The patterns of mannan transglycosylase activity in developing kiwifruit flowers and ripening tomato support an involvement in the structural reorganisation of tissues during growth and ripening. The optimal pH range of the tomato activity, together with its association with the cell wall, are consistent with a cell wall enzyme acting at the lower pH found in the tomato apoplast later in ripening (Almeida and Huber 1999) or during acid-induced cell wall growth (Rayle and Cleland 1992). Tomato extracts with the highest activity were measured in fruit where the skin was just able to be pulled away from the outer pericarp and the pericarp had begun to give way to finger pressure, so that the enzyme may be acting to increase cell wall flexibility.
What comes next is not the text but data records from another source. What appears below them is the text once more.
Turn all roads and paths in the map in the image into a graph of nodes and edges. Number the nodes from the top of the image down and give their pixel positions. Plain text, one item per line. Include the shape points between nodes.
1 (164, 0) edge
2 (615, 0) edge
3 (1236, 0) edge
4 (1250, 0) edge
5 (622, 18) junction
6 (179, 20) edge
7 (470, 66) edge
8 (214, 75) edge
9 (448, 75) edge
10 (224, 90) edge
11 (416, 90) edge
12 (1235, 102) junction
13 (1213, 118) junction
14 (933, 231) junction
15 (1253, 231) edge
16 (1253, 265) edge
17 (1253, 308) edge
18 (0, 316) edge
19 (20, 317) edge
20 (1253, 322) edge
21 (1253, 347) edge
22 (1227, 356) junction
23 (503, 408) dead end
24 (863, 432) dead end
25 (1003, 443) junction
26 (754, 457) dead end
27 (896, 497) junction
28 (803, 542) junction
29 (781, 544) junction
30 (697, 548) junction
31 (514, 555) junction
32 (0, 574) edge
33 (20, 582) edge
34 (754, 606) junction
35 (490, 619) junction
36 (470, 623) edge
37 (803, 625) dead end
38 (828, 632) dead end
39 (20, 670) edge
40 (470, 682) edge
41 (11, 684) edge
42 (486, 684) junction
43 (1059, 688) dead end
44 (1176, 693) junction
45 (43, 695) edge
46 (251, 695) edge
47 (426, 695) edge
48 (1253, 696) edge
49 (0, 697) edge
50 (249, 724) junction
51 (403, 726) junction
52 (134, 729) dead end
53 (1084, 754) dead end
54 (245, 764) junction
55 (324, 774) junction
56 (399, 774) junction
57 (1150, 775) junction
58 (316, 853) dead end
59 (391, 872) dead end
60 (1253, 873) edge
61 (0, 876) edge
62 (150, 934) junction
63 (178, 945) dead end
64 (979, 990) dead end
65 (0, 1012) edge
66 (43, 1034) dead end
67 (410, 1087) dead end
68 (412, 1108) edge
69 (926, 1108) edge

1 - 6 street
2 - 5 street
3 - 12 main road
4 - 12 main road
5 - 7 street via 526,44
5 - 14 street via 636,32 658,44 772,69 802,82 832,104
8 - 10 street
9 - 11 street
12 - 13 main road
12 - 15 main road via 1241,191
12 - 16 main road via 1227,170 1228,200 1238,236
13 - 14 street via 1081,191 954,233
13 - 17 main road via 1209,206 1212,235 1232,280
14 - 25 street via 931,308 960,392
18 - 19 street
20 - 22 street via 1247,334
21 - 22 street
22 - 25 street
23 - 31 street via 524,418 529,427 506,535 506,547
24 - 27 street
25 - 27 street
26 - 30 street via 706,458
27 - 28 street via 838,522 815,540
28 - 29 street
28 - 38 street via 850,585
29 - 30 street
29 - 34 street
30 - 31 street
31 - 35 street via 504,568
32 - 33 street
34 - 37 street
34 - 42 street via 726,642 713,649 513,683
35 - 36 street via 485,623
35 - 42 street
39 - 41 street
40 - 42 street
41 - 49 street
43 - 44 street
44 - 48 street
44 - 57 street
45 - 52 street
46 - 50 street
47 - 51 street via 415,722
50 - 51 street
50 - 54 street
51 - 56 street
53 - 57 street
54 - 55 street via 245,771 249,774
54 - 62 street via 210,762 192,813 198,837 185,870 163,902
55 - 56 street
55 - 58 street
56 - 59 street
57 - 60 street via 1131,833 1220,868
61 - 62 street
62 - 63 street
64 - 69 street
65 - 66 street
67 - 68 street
This flexibility may be a feature specific to ripening fruit, as there was no measurable activity in developing or mature green fruit. In flower development of A. deliciosa the pattern of mannan transglycosylase activity coincided with the time of maximum elongation of petals, stamens, and styles during flower opening (Brundell 1975). In fully open flowers, when elongation of flower parts has ceased and flower senescence has begun, no activity was detected. There was also a period of increased enzyme activity in tightly closed Actinidia flower buds, when ovule formation begins and petals first begin to expand inside the flower bud. Ovule formation requires some elaboration of new cell wall structures, as a canal has to be established (and maintained during growth) from ovules through to stigmata, to allow fertilisation to occur (Polito and Grant 1984).

Characterisation of the purified enzyme, its mannan substrates, and their behaviour in vivo are needed to identify the role of mannan transglycosylase in the modification of cell wall properties during growth and fruit ripening. In most tissues the types of mannan-based polymer present in cell walls have not yet been identified, let alone their detailed structures and how these affect cell wall properties during developmental changes. There are increasing numbers of reports on interactions between glucomannans or galactoglucomannans with cellulose that influence the structural properties of the cell wall (Hackney et al. 1994; Whitney et al. 1998, 2000; Carpita et al. 2001; Hosoo et al. 2002). Multiple roles have been assigned to XET during plant development, and the transglycosylation of xyloglucans seems to be important—though not the causal agent—in processes as divergent as elongation and fruit ripening. The discovery of another hemicellulose transglycosylase suggests that polysaccharide modification by transglycosylation may be a more common event in plant cell walls than was previously thought, particularly for structural components associated with cellulose. This raises the possibility that some of the many changes to the primary structure of cell wall polysaccharides during growth and development that have been attributed to hydrolytic or to biosynthetic processes, may be a consequence of transglycosylation.